Selon un officier à la retraite de l’armée libanaise, « le séisme du 04 août et les secousses qui lui succèdent doivent servir de catalyseur aux révolutionnaires du 17 octobre (le Hirak) pour renverser le système ». Notre source se veut ainsi positive et optimiste, et ajoute que « la tension qui augmente tous les jours d’un cran, à Beyrouth, et la violence des événements qui s’y déroulent ce samedi, sont indispensables pour débloquer la situation. Le Liban est malade. Il est gangréné et le seul remède est désormais l’amputation ». C’est aussi l’avis d’un ancien député, qui affirme que « quand un abcès ne réagit plus aux antibiotiques, il faut le crever ».

Notre source ajoute que « la solution de plus en plus évoquée porte sur la démission du gouvernement et la formation d’un cabinet militaire restreint provisoire, chargé d’organiser de nouvelles élections législatives ». Notre interlocuteur estime que « le Hezbollah n’est plus aujourd’hui en mesure d’empêcher un tel scénario. Il est en difficulté politique, financière et militaire et mis à nu par l’explosion du port. Car, quelle que soit l’origine de l’explosion et l’issue de l’enquête, il a une part importante de responsabilité. Tous les indices convergent vers la présence d’armes, de munitions et d’explosifs dans des entrepôts gérés par le Parti de Dieu dans l’enceinte du port ». L’officier précise que « de ce fait, la formation d’un gouvernement militaire provisoire permettrait de résorber la colère populaire et de restaurer la confiance à l’intérieur du pays, mais surtout avec les pays donateurs ».

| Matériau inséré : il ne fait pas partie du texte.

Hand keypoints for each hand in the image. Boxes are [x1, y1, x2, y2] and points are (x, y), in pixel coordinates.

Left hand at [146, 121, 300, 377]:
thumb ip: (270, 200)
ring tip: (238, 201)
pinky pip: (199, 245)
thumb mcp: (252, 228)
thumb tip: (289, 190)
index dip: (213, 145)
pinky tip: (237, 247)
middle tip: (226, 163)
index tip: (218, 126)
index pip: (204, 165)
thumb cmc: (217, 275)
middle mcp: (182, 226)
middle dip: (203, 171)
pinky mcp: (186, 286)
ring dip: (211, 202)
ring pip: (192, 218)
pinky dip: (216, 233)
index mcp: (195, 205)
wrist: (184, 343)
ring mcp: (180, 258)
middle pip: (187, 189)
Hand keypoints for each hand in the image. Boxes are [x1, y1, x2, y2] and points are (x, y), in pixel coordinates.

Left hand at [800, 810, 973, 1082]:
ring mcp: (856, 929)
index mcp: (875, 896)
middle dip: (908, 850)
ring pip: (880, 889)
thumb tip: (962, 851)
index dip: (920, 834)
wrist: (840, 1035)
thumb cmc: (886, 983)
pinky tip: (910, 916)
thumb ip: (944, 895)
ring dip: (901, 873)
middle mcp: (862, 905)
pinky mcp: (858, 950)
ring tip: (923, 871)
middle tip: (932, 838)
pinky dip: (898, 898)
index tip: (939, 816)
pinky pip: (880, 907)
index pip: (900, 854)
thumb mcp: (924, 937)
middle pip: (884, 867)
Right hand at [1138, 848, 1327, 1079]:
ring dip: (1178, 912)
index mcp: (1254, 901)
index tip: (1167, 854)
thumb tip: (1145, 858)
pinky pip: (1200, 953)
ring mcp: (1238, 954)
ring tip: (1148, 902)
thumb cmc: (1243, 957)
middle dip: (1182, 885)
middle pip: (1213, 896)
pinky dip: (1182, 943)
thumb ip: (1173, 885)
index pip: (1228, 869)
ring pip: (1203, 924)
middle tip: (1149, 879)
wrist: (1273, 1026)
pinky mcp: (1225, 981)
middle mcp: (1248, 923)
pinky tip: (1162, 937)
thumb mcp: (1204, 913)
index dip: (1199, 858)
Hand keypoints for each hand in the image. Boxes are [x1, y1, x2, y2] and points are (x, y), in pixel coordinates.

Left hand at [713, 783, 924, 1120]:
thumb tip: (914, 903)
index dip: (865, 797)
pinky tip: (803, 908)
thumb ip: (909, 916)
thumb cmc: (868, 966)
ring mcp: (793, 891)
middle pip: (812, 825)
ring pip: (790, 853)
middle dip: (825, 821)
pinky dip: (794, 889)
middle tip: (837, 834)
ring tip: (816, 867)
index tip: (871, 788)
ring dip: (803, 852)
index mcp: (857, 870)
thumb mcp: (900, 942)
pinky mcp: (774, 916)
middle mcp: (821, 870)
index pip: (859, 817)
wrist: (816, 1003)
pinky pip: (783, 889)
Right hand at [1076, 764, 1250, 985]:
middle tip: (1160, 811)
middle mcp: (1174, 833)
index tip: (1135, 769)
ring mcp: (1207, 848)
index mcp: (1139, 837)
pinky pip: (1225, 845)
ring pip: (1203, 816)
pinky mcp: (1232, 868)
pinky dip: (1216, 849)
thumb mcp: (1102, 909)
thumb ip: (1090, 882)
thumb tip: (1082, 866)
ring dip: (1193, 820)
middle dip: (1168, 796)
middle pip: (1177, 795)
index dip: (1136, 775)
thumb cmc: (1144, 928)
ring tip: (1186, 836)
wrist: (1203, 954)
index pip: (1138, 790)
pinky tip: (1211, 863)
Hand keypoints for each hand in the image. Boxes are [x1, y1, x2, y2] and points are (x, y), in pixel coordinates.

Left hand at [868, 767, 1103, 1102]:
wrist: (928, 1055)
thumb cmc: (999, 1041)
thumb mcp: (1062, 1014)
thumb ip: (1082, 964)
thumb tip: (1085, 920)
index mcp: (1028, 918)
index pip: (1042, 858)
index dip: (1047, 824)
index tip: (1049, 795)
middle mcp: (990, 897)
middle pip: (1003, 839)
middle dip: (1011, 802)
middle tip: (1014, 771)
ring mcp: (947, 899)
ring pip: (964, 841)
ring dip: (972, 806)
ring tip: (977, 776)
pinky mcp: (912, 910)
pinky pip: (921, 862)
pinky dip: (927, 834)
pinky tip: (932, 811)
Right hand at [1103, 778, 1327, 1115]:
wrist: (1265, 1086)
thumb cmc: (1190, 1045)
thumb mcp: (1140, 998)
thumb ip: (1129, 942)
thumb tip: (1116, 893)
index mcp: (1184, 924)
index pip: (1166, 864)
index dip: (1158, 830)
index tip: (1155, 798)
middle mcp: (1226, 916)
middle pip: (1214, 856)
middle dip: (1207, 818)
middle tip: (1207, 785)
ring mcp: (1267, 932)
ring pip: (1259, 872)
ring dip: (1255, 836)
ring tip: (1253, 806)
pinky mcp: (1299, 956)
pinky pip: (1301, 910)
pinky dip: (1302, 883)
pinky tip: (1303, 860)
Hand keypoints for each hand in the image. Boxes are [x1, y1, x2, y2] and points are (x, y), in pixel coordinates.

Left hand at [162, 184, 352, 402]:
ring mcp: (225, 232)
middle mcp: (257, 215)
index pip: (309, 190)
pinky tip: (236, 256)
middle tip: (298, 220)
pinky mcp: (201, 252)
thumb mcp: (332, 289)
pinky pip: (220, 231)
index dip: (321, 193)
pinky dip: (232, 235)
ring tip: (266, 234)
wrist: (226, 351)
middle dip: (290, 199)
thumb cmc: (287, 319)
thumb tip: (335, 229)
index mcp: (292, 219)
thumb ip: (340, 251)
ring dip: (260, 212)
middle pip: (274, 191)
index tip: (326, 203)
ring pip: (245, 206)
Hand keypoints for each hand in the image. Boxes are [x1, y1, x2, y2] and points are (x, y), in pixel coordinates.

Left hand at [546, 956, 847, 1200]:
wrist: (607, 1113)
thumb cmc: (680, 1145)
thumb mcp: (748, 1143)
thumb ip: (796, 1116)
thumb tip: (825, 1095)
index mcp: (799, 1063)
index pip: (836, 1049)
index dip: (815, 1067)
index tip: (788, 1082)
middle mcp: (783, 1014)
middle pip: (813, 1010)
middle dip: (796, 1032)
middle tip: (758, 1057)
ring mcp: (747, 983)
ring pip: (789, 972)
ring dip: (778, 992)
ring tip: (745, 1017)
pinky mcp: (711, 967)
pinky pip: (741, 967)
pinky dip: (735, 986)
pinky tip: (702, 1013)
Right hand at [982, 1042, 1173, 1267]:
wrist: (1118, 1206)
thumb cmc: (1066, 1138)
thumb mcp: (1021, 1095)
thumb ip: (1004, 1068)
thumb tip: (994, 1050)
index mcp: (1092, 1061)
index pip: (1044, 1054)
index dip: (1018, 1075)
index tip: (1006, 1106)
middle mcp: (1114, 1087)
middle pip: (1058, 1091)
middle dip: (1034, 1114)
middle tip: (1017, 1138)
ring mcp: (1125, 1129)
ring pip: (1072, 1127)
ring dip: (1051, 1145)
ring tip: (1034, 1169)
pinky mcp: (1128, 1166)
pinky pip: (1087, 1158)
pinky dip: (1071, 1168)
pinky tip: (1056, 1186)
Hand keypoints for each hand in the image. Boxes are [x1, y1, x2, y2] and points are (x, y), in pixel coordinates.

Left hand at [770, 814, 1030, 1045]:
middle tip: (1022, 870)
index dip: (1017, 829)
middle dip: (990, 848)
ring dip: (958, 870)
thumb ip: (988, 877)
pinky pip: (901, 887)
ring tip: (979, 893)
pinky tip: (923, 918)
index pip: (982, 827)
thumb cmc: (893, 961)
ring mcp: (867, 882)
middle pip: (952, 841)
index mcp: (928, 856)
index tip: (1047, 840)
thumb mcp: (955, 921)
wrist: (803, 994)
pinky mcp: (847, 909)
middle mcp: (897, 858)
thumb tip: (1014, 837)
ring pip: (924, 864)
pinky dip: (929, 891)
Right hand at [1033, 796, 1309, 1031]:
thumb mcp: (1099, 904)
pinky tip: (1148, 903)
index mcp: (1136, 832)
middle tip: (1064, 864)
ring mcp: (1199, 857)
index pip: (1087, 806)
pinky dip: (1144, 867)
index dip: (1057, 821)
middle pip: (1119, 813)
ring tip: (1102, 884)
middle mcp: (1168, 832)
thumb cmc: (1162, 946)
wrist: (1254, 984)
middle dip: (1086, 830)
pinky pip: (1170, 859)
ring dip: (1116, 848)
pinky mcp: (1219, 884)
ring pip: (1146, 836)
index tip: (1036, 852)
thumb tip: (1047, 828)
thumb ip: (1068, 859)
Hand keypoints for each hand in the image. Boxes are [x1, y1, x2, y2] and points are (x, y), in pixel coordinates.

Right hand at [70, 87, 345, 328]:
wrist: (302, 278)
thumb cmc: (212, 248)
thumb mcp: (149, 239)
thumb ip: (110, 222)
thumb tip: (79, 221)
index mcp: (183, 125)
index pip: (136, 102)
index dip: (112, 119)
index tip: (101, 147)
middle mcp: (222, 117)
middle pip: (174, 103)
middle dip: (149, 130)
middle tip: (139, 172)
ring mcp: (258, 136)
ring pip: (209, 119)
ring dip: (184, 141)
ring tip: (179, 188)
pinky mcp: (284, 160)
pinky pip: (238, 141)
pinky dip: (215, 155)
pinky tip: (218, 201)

Les semaines de tous les dangers

Mais en attendant la concrétisation de cette solution, le Liban est ouvert à tous les risques. Une enquête indépendante, sérieuse et transparente sur les origines de l’explosion du port sera sans doute rejetée par le Hezbollah. D’où la nécessité de confier l’enquête à une commission internationale. Mais justement, le président Aoun le refuse au nom de la souveraineté. L’ancien ministre de la Justice et ancien commandant des Forces de Sécurité Intérieure, Ashraf Rifi, a affirmé ce matin sur la télévision Al-Hadath, que « les enquêteurs ont peur pour leur sécurité et celle de leurs familles. Craignant que son rôle dans l’assassinat de Rafic Hariri soit révélé, le Hezbollah a assassiné deux principaux responsables de l’enquête, Wissam Eïd et Wissam Al-Hassan, et a tenté d’assassiner Samir Chehadé ».

La gravité de la situation est proportionnelle à l’irresponsabilité des dirigeants, à la volonté de la population de renverser le système et de se libérer du contrôle du Hezbollah, et à la détermination de ce dernier à prendre le Liban en otage pour le compte de la République islamique d’Iran. Le glas de cette occupation semble avoir sonné et la réaction du Hezbollah risque d’être violente et suicidaire.

Sanaa T. et Léa P.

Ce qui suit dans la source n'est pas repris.